About this task:
Which lines in the records below contain the word "Drive"? Report each of them.

Exercise data:
==============================

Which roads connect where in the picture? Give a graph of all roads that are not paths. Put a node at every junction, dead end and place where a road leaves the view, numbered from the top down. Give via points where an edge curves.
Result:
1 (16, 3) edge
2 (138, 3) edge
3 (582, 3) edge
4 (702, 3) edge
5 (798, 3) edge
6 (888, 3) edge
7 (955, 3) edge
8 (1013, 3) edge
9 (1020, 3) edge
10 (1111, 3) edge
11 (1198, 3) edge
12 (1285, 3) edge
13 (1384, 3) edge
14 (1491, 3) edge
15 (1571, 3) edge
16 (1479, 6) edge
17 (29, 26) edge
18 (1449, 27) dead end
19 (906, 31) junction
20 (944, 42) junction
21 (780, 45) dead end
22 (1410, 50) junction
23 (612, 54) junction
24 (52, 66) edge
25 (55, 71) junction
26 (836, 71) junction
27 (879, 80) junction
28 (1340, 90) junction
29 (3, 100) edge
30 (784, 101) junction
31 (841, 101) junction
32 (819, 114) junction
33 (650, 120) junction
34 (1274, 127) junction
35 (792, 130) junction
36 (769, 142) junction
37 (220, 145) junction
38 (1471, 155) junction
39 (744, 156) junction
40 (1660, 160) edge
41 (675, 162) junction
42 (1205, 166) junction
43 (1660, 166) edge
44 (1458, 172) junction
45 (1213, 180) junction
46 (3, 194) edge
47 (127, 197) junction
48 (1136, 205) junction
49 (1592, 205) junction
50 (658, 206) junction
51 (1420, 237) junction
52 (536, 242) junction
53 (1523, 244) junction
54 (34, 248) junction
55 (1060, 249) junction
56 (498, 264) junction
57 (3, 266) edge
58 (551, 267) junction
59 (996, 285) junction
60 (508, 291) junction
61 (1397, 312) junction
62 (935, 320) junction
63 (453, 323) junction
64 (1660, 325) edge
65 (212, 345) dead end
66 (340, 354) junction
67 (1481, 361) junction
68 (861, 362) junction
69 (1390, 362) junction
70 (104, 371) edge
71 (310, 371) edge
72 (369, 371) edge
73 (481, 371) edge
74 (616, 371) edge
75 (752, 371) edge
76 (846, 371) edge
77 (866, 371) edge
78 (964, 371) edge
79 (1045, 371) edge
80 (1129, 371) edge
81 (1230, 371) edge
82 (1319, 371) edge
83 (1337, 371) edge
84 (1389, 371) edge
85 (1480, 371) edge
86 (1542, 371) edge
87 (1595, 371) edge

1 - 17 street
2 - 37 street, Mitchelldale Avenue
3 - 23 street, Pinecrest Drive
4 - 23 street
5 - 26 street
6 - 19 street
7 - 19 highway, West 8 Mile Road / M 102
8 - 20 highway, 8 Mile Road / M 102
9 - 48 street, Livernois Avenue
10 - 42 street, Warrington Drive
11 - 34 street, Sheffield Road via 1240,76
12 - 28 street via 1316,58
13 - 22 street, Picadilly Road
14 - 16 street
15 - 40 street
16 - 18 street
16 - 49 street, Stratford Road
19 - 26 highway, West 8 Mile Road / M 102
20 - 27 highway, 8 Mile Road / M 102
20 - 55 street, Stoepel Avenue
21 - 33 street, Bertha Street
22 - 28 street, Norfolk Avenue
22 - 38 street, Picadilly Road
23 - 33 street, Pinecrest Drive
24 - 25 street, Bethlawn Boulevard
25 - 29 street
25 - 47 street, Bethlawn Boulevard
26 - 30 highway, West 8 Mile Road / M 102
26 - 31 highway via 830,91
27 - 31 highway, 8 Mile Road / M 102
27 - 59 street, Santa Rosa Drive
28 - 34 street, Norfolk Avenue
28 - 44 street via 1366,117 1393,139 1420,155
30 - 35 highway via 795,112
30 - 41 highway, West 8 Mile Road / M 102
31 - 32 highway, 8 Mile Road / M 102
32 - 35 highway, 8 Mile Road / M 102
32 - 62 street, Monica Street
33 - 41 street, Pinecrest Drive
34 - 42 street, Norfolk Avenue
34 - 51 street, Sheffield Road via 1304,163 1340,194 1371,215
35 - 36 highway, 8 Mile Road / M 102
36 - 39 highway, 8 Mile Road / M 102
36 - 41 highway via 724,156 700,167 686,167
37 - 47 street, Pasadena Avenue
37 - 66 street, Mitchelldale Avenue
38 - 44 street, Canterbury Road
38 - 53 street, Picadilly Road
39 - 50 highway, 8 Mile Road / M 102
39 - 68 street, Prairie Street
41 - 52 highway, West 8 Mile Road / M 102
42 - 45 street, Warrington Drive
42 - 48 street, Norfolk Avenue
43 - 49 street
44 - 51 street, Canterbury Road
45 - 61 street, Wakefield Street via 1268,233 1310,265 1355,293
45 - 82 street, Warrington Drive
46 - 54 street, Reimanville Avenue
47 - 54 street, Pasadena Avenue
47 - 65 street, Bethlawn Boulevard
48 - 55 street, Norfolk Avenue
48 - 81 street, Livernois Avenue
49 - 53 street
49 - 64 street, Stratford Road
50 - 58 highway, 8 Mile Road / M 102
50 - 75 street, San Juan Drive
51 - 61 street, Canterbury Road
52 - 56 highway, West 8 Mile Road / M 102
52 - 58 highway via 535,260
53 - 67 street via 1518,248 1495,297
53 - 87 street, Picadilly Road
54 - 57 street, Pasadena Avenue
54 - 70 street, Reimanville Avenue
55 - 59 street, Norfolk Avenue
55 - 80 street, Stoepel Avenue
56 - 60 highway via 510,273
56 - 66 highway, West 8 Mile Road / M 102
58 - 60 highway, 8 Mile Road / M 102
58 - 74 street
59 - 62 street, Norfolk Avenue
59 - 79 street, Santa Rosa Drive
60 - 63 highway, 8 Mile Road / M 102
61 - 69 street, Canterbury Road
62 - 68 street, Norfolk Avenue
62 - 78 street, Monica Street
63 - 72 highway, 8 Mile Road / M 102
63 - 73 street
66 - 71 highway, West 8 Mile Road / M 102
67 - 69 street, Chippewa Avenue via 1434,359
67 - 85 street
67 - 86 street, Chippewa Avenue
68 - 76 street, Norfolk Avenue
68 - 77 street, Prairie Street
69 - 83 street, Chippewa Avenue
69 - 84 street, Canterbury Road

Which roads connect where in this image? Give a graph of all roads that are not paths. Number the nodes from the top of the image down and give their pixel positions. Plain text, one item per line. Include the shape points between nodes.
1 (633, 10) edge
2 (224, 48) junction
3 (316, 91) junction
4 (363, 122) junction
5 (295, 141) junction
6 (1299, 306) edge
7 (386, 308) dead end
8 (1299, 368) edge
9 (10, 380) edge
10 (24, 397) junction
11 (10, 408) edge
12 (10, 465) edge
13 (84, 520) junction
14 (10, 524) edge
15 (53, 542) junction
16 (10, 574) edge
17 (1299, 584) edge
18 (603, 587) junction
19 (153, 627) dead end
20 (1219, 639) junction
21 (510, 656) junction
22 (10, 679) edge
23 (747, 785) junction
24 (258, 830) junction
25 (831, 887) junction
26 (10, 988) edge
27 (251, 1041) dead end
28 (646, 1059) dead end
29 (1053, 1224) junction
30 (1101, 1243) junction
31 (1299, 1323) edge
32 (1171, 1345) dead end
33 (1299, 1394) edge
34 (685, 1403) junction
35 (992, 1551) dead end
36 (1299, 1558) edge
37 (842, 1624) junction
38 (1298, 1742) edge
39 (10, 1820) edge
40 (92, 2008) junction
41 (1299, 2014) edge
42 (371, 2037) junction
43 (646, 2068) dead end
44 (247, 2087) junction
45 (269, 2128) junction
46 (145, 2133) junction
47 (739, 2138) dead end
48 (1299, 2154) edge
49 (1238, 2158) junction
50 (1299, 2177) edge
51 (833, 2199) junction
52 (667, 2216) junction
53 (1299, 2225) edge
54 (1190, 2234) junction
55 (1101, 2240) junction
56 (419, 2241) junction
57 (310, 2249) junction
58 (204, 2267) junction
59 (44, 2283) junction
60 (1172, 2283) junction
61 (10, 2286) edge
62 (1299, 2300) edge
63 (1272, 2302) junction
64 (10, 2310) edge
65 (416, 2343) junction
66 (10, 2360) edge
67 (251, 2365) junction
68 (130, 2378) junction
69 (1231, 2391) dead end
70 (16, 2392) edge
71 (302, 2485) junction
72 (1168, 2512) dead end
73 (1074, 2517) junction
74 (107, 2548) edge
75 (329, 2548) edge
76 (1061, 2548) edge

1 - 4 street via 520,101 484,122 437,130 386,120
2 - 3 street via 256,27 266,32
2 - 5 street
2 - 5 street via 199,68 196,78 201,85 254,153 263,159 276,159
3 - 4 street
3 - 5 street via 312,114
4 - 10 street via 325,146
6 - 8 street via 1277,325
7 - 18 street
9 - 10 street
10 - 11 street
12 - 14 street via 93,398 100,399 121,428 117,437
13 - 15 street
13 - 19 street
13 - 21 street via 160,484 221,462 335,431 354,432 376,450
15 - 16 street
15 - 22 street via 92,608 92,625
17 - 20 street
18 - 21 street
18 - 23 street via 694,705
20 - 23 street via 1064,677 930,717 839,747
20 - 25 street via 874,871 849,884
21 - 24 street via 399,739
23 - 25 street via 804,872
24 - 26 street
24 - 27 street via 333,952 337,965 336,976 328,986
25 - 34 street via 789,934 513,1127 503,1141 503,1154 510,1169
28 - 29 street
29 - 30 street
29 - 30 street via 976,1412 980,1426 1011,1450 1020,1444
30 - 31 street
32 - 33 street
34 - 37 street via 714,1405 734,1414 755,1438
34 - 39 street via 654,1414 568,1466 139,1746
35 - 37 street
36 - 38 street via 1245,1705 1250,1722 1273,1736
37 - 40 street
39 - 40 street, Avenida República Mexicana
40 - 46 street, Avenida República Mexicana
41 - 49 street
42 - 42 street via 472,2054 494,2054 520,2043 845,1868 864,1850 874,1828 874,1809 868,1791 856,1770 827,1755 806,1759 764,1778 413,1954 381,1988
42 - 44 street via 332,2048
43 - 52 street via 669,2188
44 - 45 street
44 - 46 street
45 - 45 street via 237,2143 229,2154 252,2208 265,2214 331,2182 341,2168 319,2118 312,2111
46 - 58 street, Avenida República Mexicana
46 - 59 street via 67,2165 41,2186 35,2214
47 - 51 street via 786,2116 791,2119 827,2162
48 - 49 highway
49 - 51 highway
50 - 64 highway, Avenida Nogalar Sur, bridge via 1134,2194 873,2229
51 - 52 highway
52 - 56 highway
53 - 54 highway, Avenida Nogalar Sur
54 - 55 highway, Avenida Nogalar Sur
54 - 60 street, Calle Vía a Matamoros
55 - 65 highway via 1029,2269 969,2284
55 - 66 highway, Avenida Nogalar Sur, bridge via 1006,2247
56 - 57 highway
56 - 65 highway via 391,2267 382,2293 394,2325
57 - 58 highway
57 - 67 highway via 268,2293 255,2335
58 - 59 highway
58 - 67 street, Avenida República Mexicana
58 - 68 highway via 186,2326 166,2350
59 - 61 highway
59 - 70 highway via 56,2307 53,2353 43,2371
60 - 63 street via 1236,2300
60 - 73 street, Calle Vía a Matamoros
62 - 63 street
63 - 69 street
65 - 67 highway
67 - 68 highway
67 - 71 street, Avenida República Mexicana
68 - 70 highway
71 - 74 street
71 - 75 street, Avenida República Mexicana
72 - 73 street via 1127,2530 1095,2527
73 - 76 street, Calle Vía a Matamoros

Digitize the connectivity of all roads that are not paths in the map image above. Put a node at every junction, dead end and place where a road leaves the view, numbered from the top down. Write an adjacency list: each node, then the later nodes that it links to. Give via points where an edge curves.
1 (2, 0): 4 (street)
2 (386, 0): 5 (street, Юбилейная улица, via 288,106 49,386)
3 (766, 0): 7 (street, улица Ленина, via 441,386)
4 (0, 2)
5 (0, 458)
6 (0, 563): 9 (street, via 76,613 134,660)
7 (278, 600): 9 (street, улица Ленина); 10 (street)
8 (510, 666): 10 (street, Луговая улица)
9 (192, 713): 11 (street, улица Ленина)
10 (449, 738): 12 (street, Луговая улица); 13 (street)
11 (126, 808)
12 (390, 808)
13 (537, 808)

==============================

Written solution:
3 - 23 street, Pinecrest Drive
10 - 42 street, Warrington Drive
23 - 33 street, Pinecrest Drive
27 - 59 street, Santa Rosa Drive
33 - 41 street, Pinecrest Drive
42 - 45 street, Warrington Drive
45 - 82 street, Warrington Drive
50 - 75 street, San Juan Drive
59 - 79 street, Santa Rosa Drive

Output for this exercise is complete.